Aim of the exercise:
Lines holding the word "الوادى" are the ones to copy from the data below.

------------

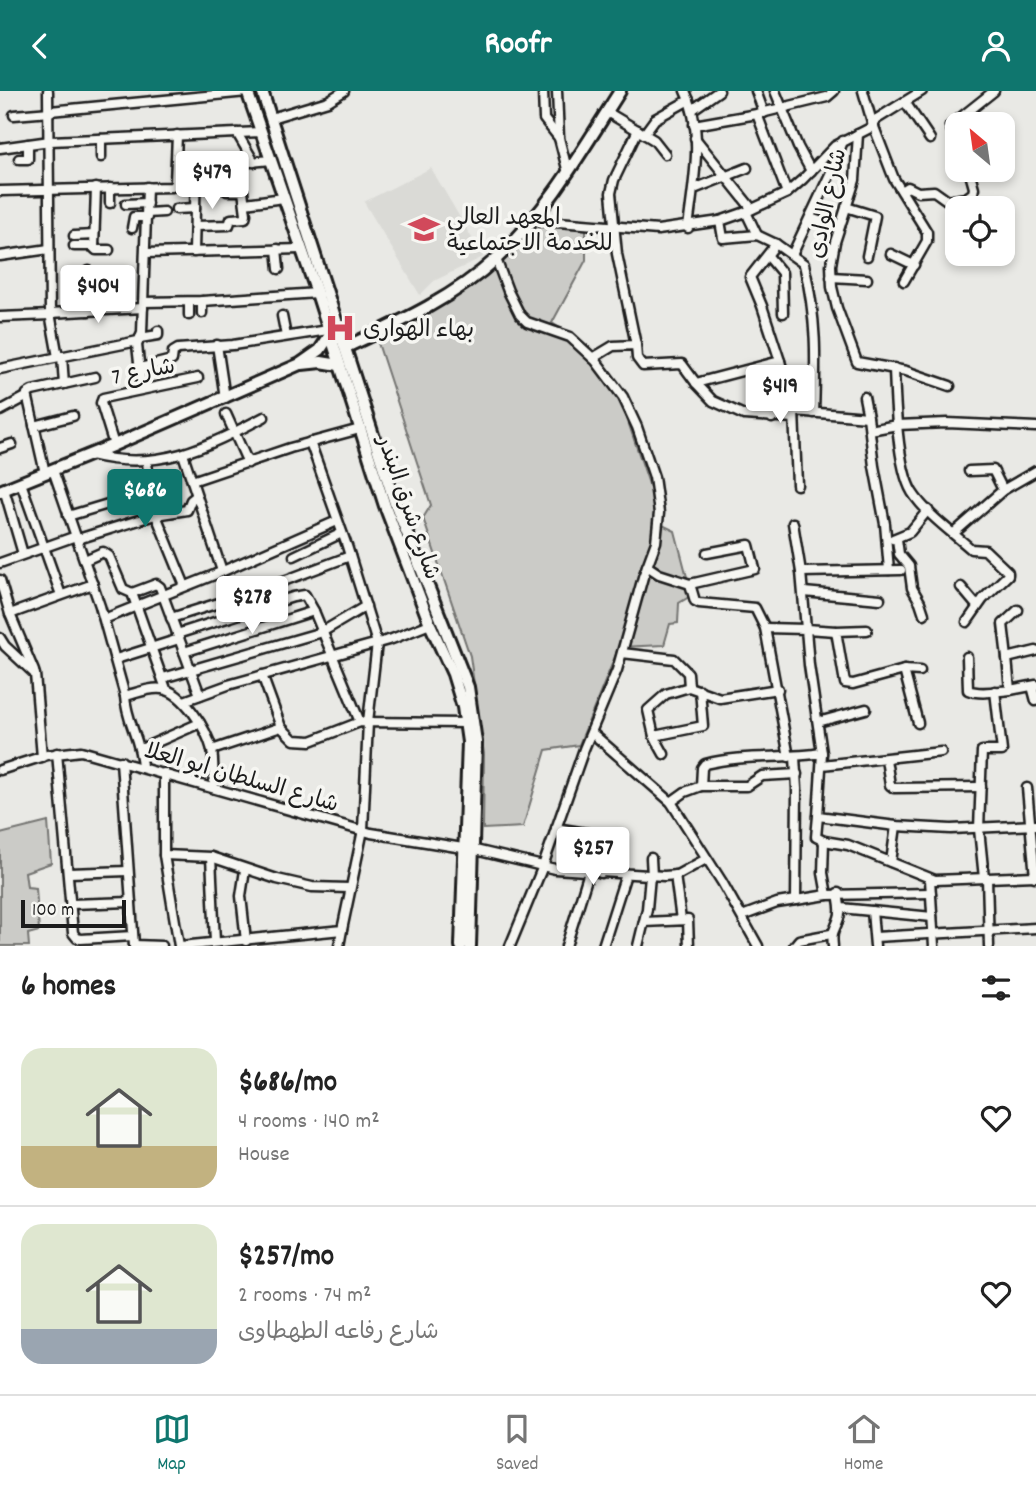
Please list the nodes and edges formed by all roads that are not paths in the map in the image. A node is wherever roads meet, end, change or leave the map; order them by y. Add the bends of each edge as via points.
1 (48, 91) edge
2 (262, 91) edge
3 (344, 91) edge
4 (543, 91) edge
5 (557, 91) edge
6 (620, 91) edge
7 (685, 91) edge
8 (719, 91) edge
9 (757, 91) edge
10 (775, 91) edge
11 (834, 91) edge
12 (863, 91) edge
13 (922, 91) edge
14 (994, 91) edge
15 (247, 92) edge
16 (205, 94) edge
17 (913, 94) edge
18 (169, 95) edge
19 (689, 100) junction
20 (905, 102) junction
21 (782, 108) junction
22 (692, 110) junction
23 (50, 111) junction
24 (607, 112) junction
25 (968, 112) edge
26 (760, 113) junction
27 (14, 115) dead end
28 (271, 118) junction
29 (873, 124) junction
30 (694, 125) junction
31 (261, 132) junction
32 (641, 132) junction
33 (237, 133) junction
34 (858, 134) junction
35 (177, 135) junction
36 (559, 138) junction
37 (695, 138) junction
38 (101, 139) junction
39 (930, 139) dead end
40 (50, 141) junction
41 (843, 141) junction
42 (28, 144) junction
43 (0, 148) edge
44 (665, 154) dead end
45 (101, 157) dead end
46 (19, 159) dead end
47 (271, 160) junction
48 (254, 162) junction
49 (196, 167) junction
50 (747, 168) dead end
51 (176, 169) junction
52 (811, 171) junction
53 (568, 173) junction
54 (241, 177) dead end
55 (726, 177) junction
56 (972, 182) edge
57 (147, 187) junction
58 (96, 188) junction
59 (110, 188) junction
60 (49, 189) junction
61 (694, 189) junction
62 (242, 190) junction
63 (0, 191) edge
64 (228, 191) dead end
65 (901, 191) junction
66 (787, 193) junction
67 (284, 198) junction
68 (110, 203) dead end
69 (245, 203) junction
70 (126, 204) dead end
71 (846, 207) junction
72 (195, 208) junction
73 (176, 209) dead end
74 (147, 211) junction
75 (749, 211) junction
76 (164, 212) dead end
77 (810, 218) junction
78 (533, 220) junction
79 (720, 221) junction
80 (195, 226) junction
81 (614, 226) junction
82 (688, 227) junction
83 (839, 227) junction
84 (132, 228) dead end
85 (94, 235) junction
86 (757, 235) junction
87 (74, 236) dead end
88 (776, 244) junction
89 (74, 246) dead end
90 (94, 246) junction
91 (50, 249) junction
92 (277, 249) junction
93 (301, 249) junction
94 (109, 250) dead end
95 (194, 252) junction
96 (146, 253) junction
97 (891, 254) dead end
98 (792, 255) junction
99 (867, 255) dead end
100 (0, 256) edge
101 (768, 256) junction
102 (496, 259) junction
103 (914, 265) junction
104 (279, 269) dead end
105 (89, 271) dead end
106 (831, 277) junction
107 (867, 279) dead end
108 (904, 281) dead end
109 (317, 293) junction
110 (202, 301) junction
111 (189, 302) junction
112 (143, 305) junction
113 (88, 311) junction
114 (202, 313) dead end
115 (783, 313) dead end
116 (50, 314) junction
117 (189, 315) dead end
118 (282, 316) dead end
119 (0, 317) edge
120 (158, 331) dead end
121 (329, 332) junction
122 (286, 336) junction
123 (139, 339) junction
124 (216, 345) junction
125 (636, 345) junction
126 (346, 348) junction
127 (60, 356) junction
128 (593, 358) junction
129 (780, 361) junction
130 (299, 364) junction
131 (340, 365) junction
132 (760, 367) junction
133 (140, 368) junction
134 (894, 368) junction
135 (0, 369) edge
136 (95, 377) dead end
137 (198, 378) dead end
138 (696, 383) junction
139 (64, 384) junction
140 (950, 386) dead end
141 (142, 389) junction
142 (26, 397) junction
143 (864, 397) dead end
144 (225, 398) junction
145 (0, 411) edge
146 (814, 413) junction
147 (226, 414) dead end
148 (794, 415) junction
149 (73, 416) dead end
150 (264, 417) dead end
151 (868, 417) junction
152 (772, 418) junction
153 (897, 425) junction
154 (34, 426) junction
155 (1036, 427) edge
156 (360, 429) junction
157 (870, 430) junction
158 (235, 432) junction
159 (310, 442) junction
160 (12, 444) dead end
161 (114, 445) junction
162 (0, 448) edge
163 (183, 454) junction
164 (90, 455) junction
165 (147, 462) junction
166 (248, 463) junction
167 (970, 471) dead end
168 (1036, 471) edge
169 (49, 472) junction
170 (192, 481) junction
171 (21, 483) junction
172 (797, 485) dead end
173 (2, 490) edge
174 (1003, 490) junction
175 (148, 492) junction
176 (196, 496) junction
177 (928, 510) junction
178 (155, 515) junction
179 (68, 516) junction
180 (337, 521) junction
181 (793, 523) dead end
182 (342, 533) junction
183 (954, 533) junction
184 (77, 537) junction
185 (897, 539) junction
186 (887, 540) junction
187 (44, 547) junction
188 (707, 553) dead end
189 (23, 554) junction
190 (294, 556) dead end
191 (350, 556) junction
192 (85, 560) junction
193 (0, 563) edge
194 (647, 566) junction
195 (889, 570) junction
196 (901, 570) dead end
197 (222, 571) junction
198 (801, 572) junction
199 (0, 580) edge
200 (93, 583) junction
201 (690, 585) junction
202 (185, 586) junction
203 (961, 587) dead end
204 (804, 592) junction
205 (132, 593) junction
206 (61, 595) junction
207 (163, 596) junction
208 (880, 600) dead end
209 (366, 606) junction
210 (977, 606) junction
211 (135, 607) junction
212 (1018, 610) dead end
213 (314, 611) junction
214 (10, 614) junction
215 (924, 614) dead end
216 (171, 618) junction
217 (104, 619) junction
218 (442, 620) junction
219 (967, 622) dead end
220 (430, 624) junction
221 (765, 628) junction
222 (806, 629) junction
223 (867, 630) dead end
224 (836, 631) junction
225 (322, 632) junction
226 (178, 636) junction
227 (442, 637) junction
228 (0, 638) edge
229 (377, 643) junction
230 (153, 648) junction
231 (184, 652) junction
232 (622, 653) junction
233 (1036, 653) edge
234 (331, 654) junction
235 (967, 657) dead end
236 (1006, 658) junction
237 (116, 659) junction
238 (904, 670) junction
239 (191, 671) junction
240 (920, 671) dead end
241 (35, 674) junction
242 (262, 675) junction
243 (163, 678) junction
244 (1034, 685) edge
245 (689, 687) junction
246 (166, 689) junction
247 (778, 689) junction
248 (700, 690) junction
249 (1010, 690) junction
250 (995, 691) junction
251 (200, 695) junction
252 (125, 696) junction
253 (184, 701) junction
254 (1036, 701) edge
255 (866, 709) dead end
256 (364, 722) junction
257 (818, 722) junction
258 (200, 723) junction
259 (466, 723) junction
260 (918, 723) dead end
261 (281, 727) junction
262 (592, 733) junction
263 (654, 736) junction
264 (141, 749) junction
265 (212, 750) junction
266 (941, 752) dead end
267 (57, 753) junction
268 (822, 753) junction
269 (664, 754) dead end
270 (42, 757) junction
271 (792, 757) junction
272 (886, 759) junction
273 (121, 761) junction
274 (822, 765) junction
275 (142, 767) junction
276 (0, 770) edge
277 (164, 773) junction
278 (797, 774) junction
279 (701, 786) junction
280 (981, 787) junction
281 (214, 788) junction
282 (1027, 788) dead end
283 (671, 802) junction
284 (817, 816) junction
285 (1034, 825) edge
286 (896, 826) junction
287 (556, 828) junction
288 (979, 829) junction
289 (363, 831) junction
290 (824, 841) junction
291 (470, 849) junction
292 (164, 855) junction
293 (211, 857) junction
294 (651, 858) dead end
295 (706, 859) junction
296 (891, 862) junction
297 (543, 866) junction
298 (245, 870) junction
299 (128, 871) junction
300 (589, 872) junction
301 (69, 873) junction
302 (601, 873) junction
303 (626, 874) junction
304 (675, 875) junction
305 (651, 876) junction
306 (1035, 877) edge
307 (986, 878) junction
308 (930, 879) junction
309 (349, 888) junction
310 (838, 893) junction
311 (931, 893) junction
312 (827, 895) junction
313 (796, 900) junction
314 (131, 902) junction
315 (71, 904) junction
316 (841, 908) junction
317 (872, 911) junction
318 (742, 916) junction
319 (932, 917) junction
320 (681, 920) junction
321 (644, 922) junction
322 (1036, 928) edge
323 (342, 930) junction
324 (989, 930) junction
325 (831, 933) junction
326 (933, 934) junction
327 (246, 941) junction
328 (215, 942) junction
329 (277, 942) edge
330 (875, 942) edge
331 (134, 943) edge
332 (162, 946) edge
333 (180, 946) edge
334 (339, 946) edge
335 (461, 946) edge
336 (470, 946) edge
337 (510, 946) edge
338 (566, 946) edge
339 (603, 946) edge
340 (638, 946) edge
341 (689, 946) edge
342 (758, 946) edge
343 (794, 946) edge
344 (833, 946) edge
345 (934, 946) edge
346 (989, 946) edge

1 - 23 street
2 - 28 main road, شارع شرق البندر
3 - 28 street
4 - 36 street via 544,119
5 - 36 street
6 - 24 main road
7 - 19 street
8 - 22 street
9 - 26 street
10 - 21 street
11 - 21 street via 827,97
12 - 29 street
13 - 17 street
14 - 25 street
15 - 16 street
15 - 31 main road, شارع شرق البندر
16 - 18 street
17 - 20 street
18 - 23 street
19 - 22 street
19 - 32 street
20 - 29 street
20 - 39 street
21 - 26 street
21 - 52 street
22 - 30 street
23 - 27 street
23 - 40 street
24 - 32 street
24 - 53 main road
26 - 30 street
26 - 66 street
28 - 126 main road, شارع شرق البندر
29 - 34 street
29 - 65 street
30 - 37 street
31 - 33 street
31 - 47 main road, شارع شرق البندر
32 - 44 street
32 - 81 street via 611,187
33 - 35 street
33 - 48 street
34 - 41 street
34 - 71 street, شارع الوادى via 857,165
35 - 38 street
35 - 51 street
36 - 53 street
37 - 55 street
37 - 61 street
38 - 40 street
38 - 45 street
40 - 42 street
40 - 60 street
41 - 52 street
41 - 77 street
42 - 43 street
42 - 46 street via 28,157
47 - 48 street
47 - 67 main road, شارع شرق البندر
48 - 49 street
49 - 51 street
49 - 72 street
50 - 55 street
51 - 57 street via 172,187
52 - 66 street
53 - 78 main road
54 - 62 street
55 - 61 street
55 - 75 street
56 - 65 street via 974,193 945,201 934,191 918,192 911,187
57 - 59 street
57 - 74 street
58 - 59 street
58 - 60 street
58 - 85 street
59 - 68 street
60 - 63 street
60 - 91 street
61 - 82 street
62 - 64 street
62 - 69 street
65 - 103 street via 928,232
66 - 75 street
67 - 69 street
67 - 93 main road, شارع شرق البندر
69 - 80 street via 245,218 232,219 229,225
70 - 74 street
71 - 83 street, شارع الوادى
71 - 99 street via 874,215
72 - 73 street
72 - 80 street
74 - 76 street
74 - 84 street via 134,217
74 - 96 street
75 - 79 street
75 - 86 street
77 - 83 street
77 - 98 street
78 - 81 street
78 - 102 main road
79 - 82 street
79 - 86 street via 723,239
80 - 95 street
81 - 82 street via 643,230
81 - 125 street
83 - 106 street, شارع الوادى
85 - 87 street
85 - 90 street
86 - 88 street
88 - 98 street
88 - 101 street
89 - 90 street
90 - 94 street
91 - 100 street
91 - 116 street
92 - 93 street
92 - 95 street
92 - 104 street
93 - 109 main road, شارع شرق البندر
95 - 96 street
96 - 112 street
97 - 103 street
98 - 146 street via 804,264 815,320
101 - 115 street via 782,273
101 - 129 street via 750,279
102 - 126 main road via 410,317
102 - 128 street via 520,315 527,322 570,337
103 - 108 street
105 - 113 street
106 - 107 street
106 - 134 street, شارع الوادى via 836,308 855,360
109 - 110 street
109 - 121 main road, شارع شرق البندر
110 - 111 street
110 - 114 street
111 - 112 street
111 - 117 street
112 - 113 street
112 - 123 street
113 - 116 street
116 - 119 street
116 - 127 street
118 - 122 street
120 - 123 street via 158,335
121 - 122 street
121 - 130 main road via 317,353
121 - 131 main road, شارع شرق البندر
122 - 124 street
123 - 127 street
123 - 133 street
124 - 133 street via 176,349 172,360
124 - 144 street
125 - 128 street via 613,346
125 - 138 street via 643,366 682,364
126 - 218 main road, شارع شرق البندر via 395,503
127 - 135 street
127 - 139 street
128 - 194 street via 627,406 654,477 658,528
129 - 132 street
129 - 148 street
130 - 131 main road
130 - 144 main road
131 - 156 main road, شارع شرق البندر
132 - 138 street
132 - 152 street
133 - 141 street
134 - 140 street
134 - 153 street
136 - 139 street
137 - 141 street, شارع 7
138 - 152 street via 713,401 729,409
139 - 142 street via 32,391
141 - 161 street, شارع 7 via 101,400
142 - 145 street
142 - 154 street
143 - 151 street
144 - 161 main road
146 - 148 street
146 - 151 street
147 - 158 street
148 - 152 street
148 - 172 street
149 - 154 street
150 - 158 street
151 - 157 street
153 - 155 street via 947,422
153 - 157 street
153 - 177 street via 908,482
154 - 169 street
156 - 159 street
156 - 220 main road, شارع شرق البندر
157 - 186 street
158 - 163 street
158 - 166 street
159 - 166 street
159 - 180 street
160 - 162 street
161 - 164 main road
163 - 165 street
163 - 170 street
164 - 165 street
164 - 169 main road
165 - 175 street
166 - 170 street
167 - 174 street via 993,470
168 - 174 street
169 - 171 main road
169 - 179 street
170 - 176 street
171 - 173 main road
171 - 187 street
173 - 189 street
174 - 183 street
175 - 178 street
175 - 179 street
176 - 178 street via 187,510
176 - 197 street
177 - 183 street
177 - 185 street via 910,532
178 - 184 street
178 - 202 street
179 - 184 street
180 - 182 street
180 - 197 street
181 - 198 street
182 - 190 street
182 - 191 street
183 - 210 street via 972,550 985,550 1008,572
184 - 187 street
184 - 192 street
185 - 186 street
185 - 215 street
186 - 195 street
187 - 189 street
187 - 206 street
188 - 201 street via 749,545 755,568
189 - 193 street
191 - 209 street
191 - 216 street
192 - 200 street
192 - 205 street via 106,553 123,589
194 - 201 street
194 - 232 street
195 - 196 street
195 - 198 street
197 - 202 street
198 - 204 street
199 - 214 street
200 - 206 street
200 - 217 street
201 - 221 street via 699,603 755,608
202 - 207 street
203 - 210 street
204 - 208 street
204 - 222 street
205 - 207 street via 156,584
205 - 211 street
206 - 214 street
207 - 211 street
207 - 216 street
209 - 225 street
209 - 229 street
210 - 219 street
211 - 217 street
211 - 230 street
212 - 236 street via 1003,624
213 - 225 street
213 - 226 street via 300,595
213 - 231 street
214 - 241 street
216 - 226 street
217 - 237 street
218 - 220 main road
218 - 227 main road, شارع شرق البندر
220 - 227 main road, شارع شرق البندر
220 - 229 street
221 - 222 street
221 - 247 street
222 - 224 street
222 - 257 street
223 - 224 street
224 - 238 street via 845,683
225 - 234 street
225 - 239 street
226 - 230 street
226 - 231 street
227 - 259 main road, شارع شرق البندر
227 - 291 main road, شارع شرق البندر via 462,670 475,723
228 - 241 street
229 - 234 street
229 - 256 street
230 - 237 street
230 - 243 street
231 - 239 street
232 - 245 street via 674,659 688,673
232 - 262 street
233 - 236 street
234 - 242 street
234 - 256 street
235 - 250 street via 968,690
236 - 249 street
237 - 252 street
238 - 240 street
238 - 260 street
239 - 243 street
239 - 251 street
241 - 270 street
242 - 251 street
242 - 261 street
243 - 246 street
244 - 249 street
244 - 254 street
245 - 248 street
245 - 263 street via 666,694 649,707
246 - 252 street
246 - 253 street
247 - 248 street via 725,698
247 - 271 street
248 - 263 street via 703,726
249 - 250 street
250 - 280 street via 1002,751 982,751
251 - 253 street
252 - 264 street
253 - 258 street
255 - 257 street
256 - 259 street
256 - 261 street via 311,741 294,740
256 - 289 street
257 - 268 street
258 - 264 street
258 - 265 street
259 - 291 main road, شارع شرق البندر
261 - 265 street
262 - 283 street
262 - 287 street
263 - 269 street
264 - 275 street
265 - 281 street
266 - 272 street
267 - 270 street, شارع السلطان ابو العلا
267 - 273 street, شارع السلطان ابو العلا via 81,751
267 - 301 street
268 - 271 street
268 - 274 street
270 - 276 street, شارع السلطان ابو العلا
271 - 278 street
271 - 279 street via 745,756 705,764
272 - 274 street
272 - 280 street via 894,788
273 - 275 street, شارع السلطان ابو العلا
273 - 299 street
274 - 284 street
275 - 277 street, شارع السلطان ابو العلا
277 - 281 street, شارع السلطان ابو العلا
277 - 292 street
278 - 279 street via 762,776 747,786
278 - 313 street
279 - 283 street
280 - 288 street
281 - 289 street, شارع السلطان ابو العلا
282 - 285 street
283 - 295 street
284 - 286 street
284 - 290 street via 816,838
285 - 288 street
285 - 306 street
286 - 288 street
286 - 296 street
287 - 297 street
287 - 302 street via 603,839
288 - 307 street
289 - 291 street, شارع السلطان ابو العلا
289 - 309 street
290 - 296 street
290 - 312 street via 822,873
291 - 297 street, شارع السلطان ابو العلا
291 - 335 main road, شارع شرق البندر
291 - 336 main road, شارع شرق البندر
292 - 293 street
292 - 333 street
293 - 298 street
293 - 328 street
294 - 305 street
295 - 304 street
295 - 318 street
296 - 308 street
297 - 300 street, شارع السلطان ابو العلا
297 - 337 street
298 - 309 street via 312,887
298 - 327 street via 241,896
299 - 301 street
299 - 314 street
300 - 302 street, شارع السلطان ابو العلا
300 - 338 street
301 - 315 street
302 - 303 street, شارع السلطان ابو العلا
303 - 305 street, شارع السلطان ابو العلا
303 - 339 street
304 - 305 street, شارع السلطان ابو العلا
304 - 320 street
305 - 321 street
306 - 307 street
307 - 308 street
307 - 324 street
308 - 311 street
309 - 323 street
310 - 311 street
310 - 312 street
310 - 316 street
311 - 319 street
312 - 313 street
313 - 318 street
314 - 315 street
314 - 331 street
315 - 331 street via 77,938
316 - 317 street
316 - 325 street
317 - 319 street
317 - 330 street
318 - 342 street
319 - 326 street
320 - 321 street
320 - 341 street via 688,921
321 - 340 street
322 - 324 street
323 - 329 street
323 - 334 street
324 - 326 street
324 - 346 street
325 - 343 street via 799,940
325 - 344 street
326 - 330 street
326 - 345 street
327 - 328 street
327 - 329 street
328 - 333 street
331 - 332 street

------------

Solution to this exercise:
34 - 71 street, شارع الوادى via 857,165
71 - 83 street, شارع الوادى
83 - 106 street, شارع الوادى
106 - 134 street, شارع الوادى via 836,308 855,360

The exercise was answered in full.